Fine, in a multiuser application - many threads, some user may delete
the file after I verify that it exists. But since i'm writing a single
user / single thread, application, that sort of mischief isn't
expected, and I rightly don't want to check and recover from that. Let
thep program crash if the moment after I test for the file's existance,
the file disappears!.
If it were an unchecked exception, i'd have the choice to catch it if I
wanted to deal with it. But here - it beign a checked exception - I am
forced to catch it or declare it in the throws
Regardign c - br.read(..) . that I can understand, if it's a big
file, maybe the file will disappear. But still, I shouldn't be forced
to recover from that. Suppose I'm reading a small file, it'll take less
than 5 seconds to read. If the file suddenly disappears, then it's
blatant user negligence, and I don't want to code for that possibility,
I'm happy for the program to crash.
I think, your solution may be the only one. To catch the specific
checked Exceptions and throw a Runtime Exception (which is unchecked).

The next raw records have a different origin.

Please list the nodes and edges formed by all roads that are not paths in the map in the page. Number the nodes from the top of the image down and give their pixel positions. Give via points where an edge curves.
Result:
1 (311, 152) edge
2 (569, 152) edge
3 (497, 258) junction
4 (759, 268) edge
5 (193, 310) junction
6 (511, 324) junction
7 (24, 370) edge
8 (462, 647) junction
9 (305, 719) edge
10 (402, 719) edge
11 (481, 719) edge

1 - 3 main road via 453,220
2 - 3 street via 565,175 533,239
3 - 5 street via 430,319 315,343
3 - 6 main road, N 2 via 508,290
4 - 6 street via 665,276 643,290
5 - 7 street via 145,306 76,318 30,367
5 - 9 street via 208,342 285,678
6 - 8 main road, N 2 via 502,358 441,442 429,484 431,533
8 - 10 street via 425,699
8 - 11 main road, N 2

It's still longwinded though. And those methods I mention are quite
common.
I guess that since they are common, one could rewrite versions of those
methods that don't throw checked exceptions.

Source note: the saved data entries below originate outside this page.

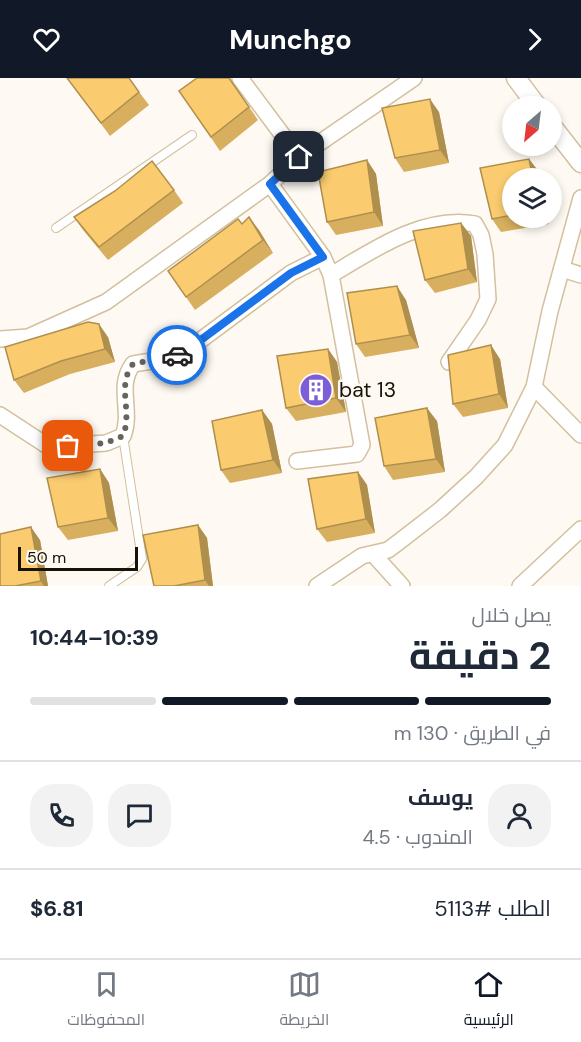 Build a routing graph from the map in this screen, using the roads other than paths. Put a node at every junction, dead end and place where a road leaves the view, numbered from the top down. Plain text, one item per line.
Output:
1 (240, 78) edge
2 (414, 78) edge
3 (516, 78) edge
4 (530, 96) edge
5 (192, 135) dead end
6 (562, 139) edge
7 (299, 157) junction
8 (581, 163) edge
9 (270, 184) junction
10 (581, 198) edge
11 (56, 228) dead end
12 (323, 257) junction
13 (562, 269) junction
14 (331, 275) junction
15 (581, 275) edge
16 (0, 339) edge
17 (449, 362) edge
18 (534, 387) junction
19 (0, 415) edge
20 (581, 435) edge
21 (123, 436) junction
22 (297, 461) dead end
23 (581, 529) edge
24 (374, 555) junction
25 (109, 586) edge
26 (317, 586) edge
27 (402, 586) edge
28 (520, 586) edge

1 - 7 street
2 - 7 street
3 - 4 street
5 - 11 lane
6 - 8 street
7 - 9 street
9 - 12 street
9 - 16 street
10 - 13 street
12 - 14 street
12 - 21 street
13 - 15 street
13 - 18 street
14 - 17 street
14 - 22 street
18 - 20 street
18 - 24 street
19 - 21 street
21 - 25 lane
23 - 28 street
24 - 26 street
24 - 27 street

Anyway, if you do think that the method should throw an unchecked
exception, wrap it.
public static void sleep(final int milliseconds)
{
try
{
Thread.sleep(milliseconds);
}
catch (final InterruptedException exception)
{
throw new RuntimeException(exception);
}
}
I personally don't ever specify unchecked exceptions in throw clauses,
because that's code that has no effect.
No, you are adapting the throws clause. If you say that you throw
Exception, then you are forcing the callers of your method to do the
same, or catch Exception. This is pointless.

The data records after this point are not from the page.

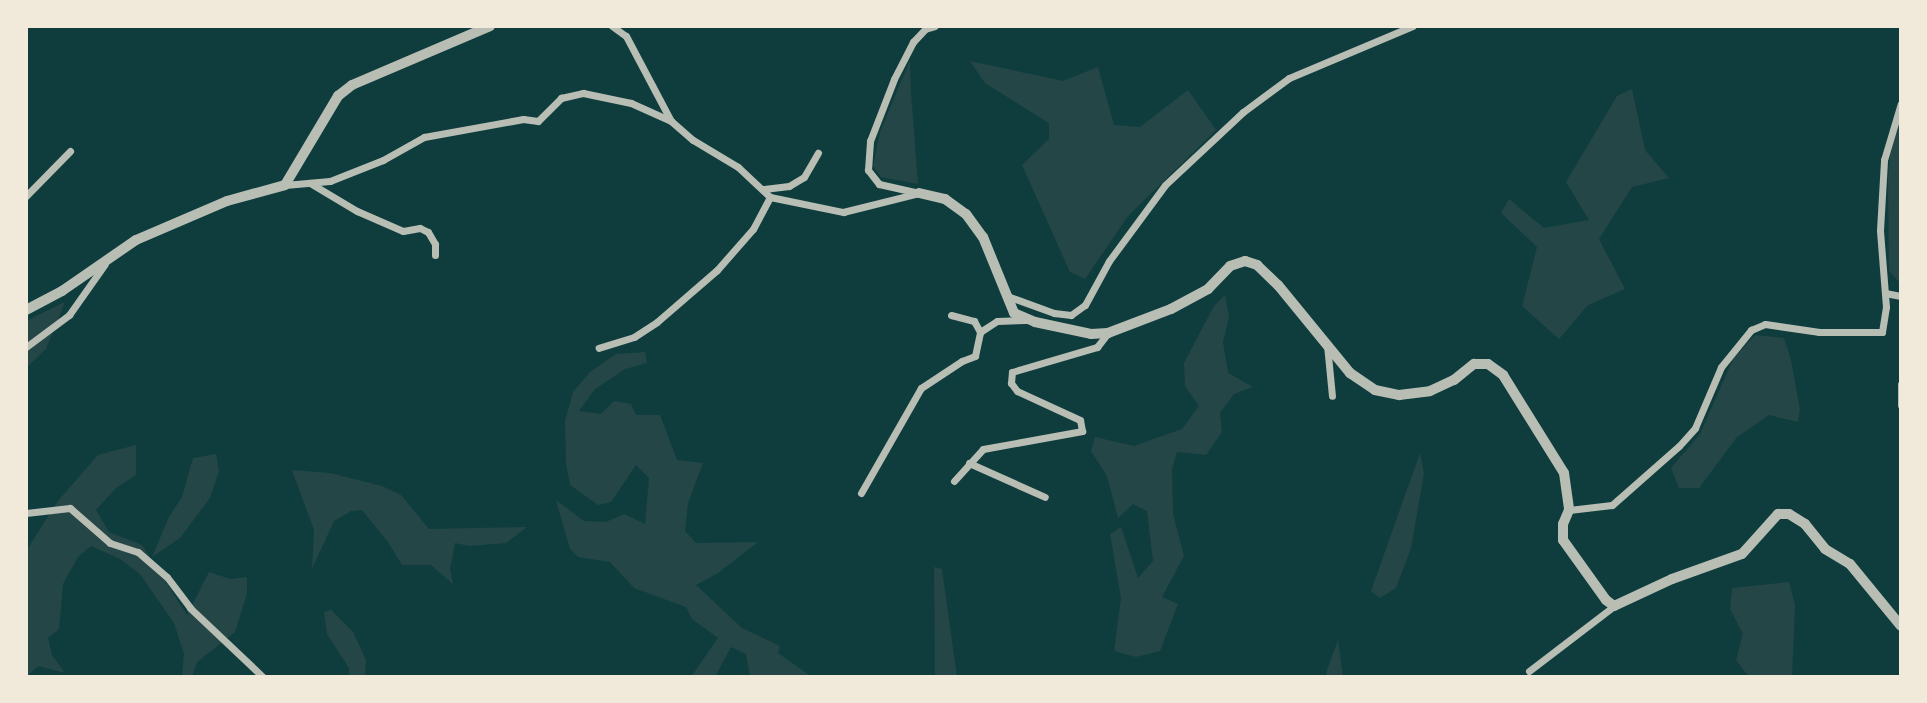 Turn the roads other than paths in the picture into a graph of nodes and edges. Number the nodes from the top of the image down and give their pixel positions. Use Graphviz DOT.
graph roads {
  1 [pos="490,26"];
  2 [pos="612,26"];
  3 [pos="935,26"];
  4 [pos="1413,26"];
  5 [pos="1901,103"];
  6 [pos="671,121"];
  7 [pos="70,151"];
  8 [pos="818,153"];
  9 [pos="309,183"];
  10 [pos="285,185"];
  11 [pos="764,189"];
  12 [pos="919,193"];
  13 [pos="26,196"];
  14 [pos="770,197"];
  15 [pos="435,255"];
  16 [pos="107,260"];
  17 [pos="1885,293"];
  18 [pos="1006,296"];
  19 [pos="1901,296"];
  20 [pos="26,310"];
  21 [pos="951,315"];
  22 [pos="1031,320"];
  23 [pos="980,332"];
  24 [pos="1108,333"];
  25 [pos="1327,344"];
  26 [pos="26,347"];
  27 [pos="599,348"];
  28 [pos="1901,384"];
  29 [pos="1332,396"];
  30 [pos="1901,405"];
  31 [pos="969,463"];
  32 [pos="954,481"];
  33 [pos="861,493"];
  34 [pos="1045,496"];
  35 [pos="1569,510"];
  36 [pos="26,513"];
  37 [pos="1614,606"];
  38 [pos="1901,626"];
  39 [pos="1529,671"];
  40 [pos="263,677"];
  1 -- 10 [label="street"];
  2 -- 6 [label="street"];
  3 -- 12 [label="street"];
  4 -- 18 [label="street"];
  5 -- 17 [label="street"];
  6 -- 9 [label="street"];
  6 -- 11 [label="street"];
  7 -- 13 [label="street"];
  8 -- 11 [label="street"];
  9 -- 10 [label="street"];
  9 -- 15 [label="street"];
  10 -- 16 [label="street"];
  11 -- 14 [label="street"];
  12 -- 14 [label="street"];
  12 -- 18 [label="street"];
  14 -- 27 [label="street"];
  16 -- 20 [label="street"];
  16 -- 26 [label="street"];
  17 -- 19 [label="street"];
  17 -- 35 [label="street"];
  18 -- 22 [label="street"];
  21 -- 23 [label="street"];
  22 -- 23 [label="street"];
  22 -- 24 [label="street"];
  23 -- 33 [label="street"];
  24 -- 25 [label="street"];
  24 -- 31 [label="street"];
  25 -- 29 [label="street"];
  25 -- 35 [label="street"];
  28 -- 30 [label="street"];
  31 -- 32 [label="street"];
  31 -- 34 [label="street"];
  35 -- 37 [label="street"];
  36 -- 40 [label="street"];
  37 -- 38 [label="street"];
  37 -- 39 [label="street"];
}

yeah, it was silly. That all encompassing Exception was of course a
Checked Exception.
Unless you actually do throw instances of Exception, not subclasses,
which itself would be pointless, you should declare to throw all
checked exceptions. If you don't want checked exceptions in your
signatures at all, then Exception is no better. Here's my usual
solution (really the previous one repeated):
public void doSomething()
{
try
{
code
}
catch (final IOException exception)
{
throw new RuntimeException(exception);
}
catch (final SQLException exception)
{
throw new RuntimeException(exception);
}
}
If you force people to catch Exception, you are forcing them to catch
RuntimeException too, which is usually not desired. I would ALWAYS
have separate catch blocks for each checked exception type, and a
separate one for RuntimeException. CheckStyle and findbugs have a
little to say on the matter, and can point out this error in your code:
http://findbugs.sourceforge.net/bugDescriptions.html#REC_CATCH_EXCEPTION
http://checkstyle.sourceforge.net/config_coding.html#IllegalCatch
yikes, so, I won't be doing that catch exception adn throws exception!
How about this, which rethrows unchecked exceptions like NPEs and IAE
try
{
/* code with Integr.parseInt, FileReader, .read(..) */
}
catch(Exception e)
{
/*
Have a method that tests the Exception, if it is an
IOException or a
FileNotFoundException, then the method will catch it -
swallowing it.
Otherwise, it's some other exception, like a unchecked IAE
or NPE.
So it'll throw that Exception back out.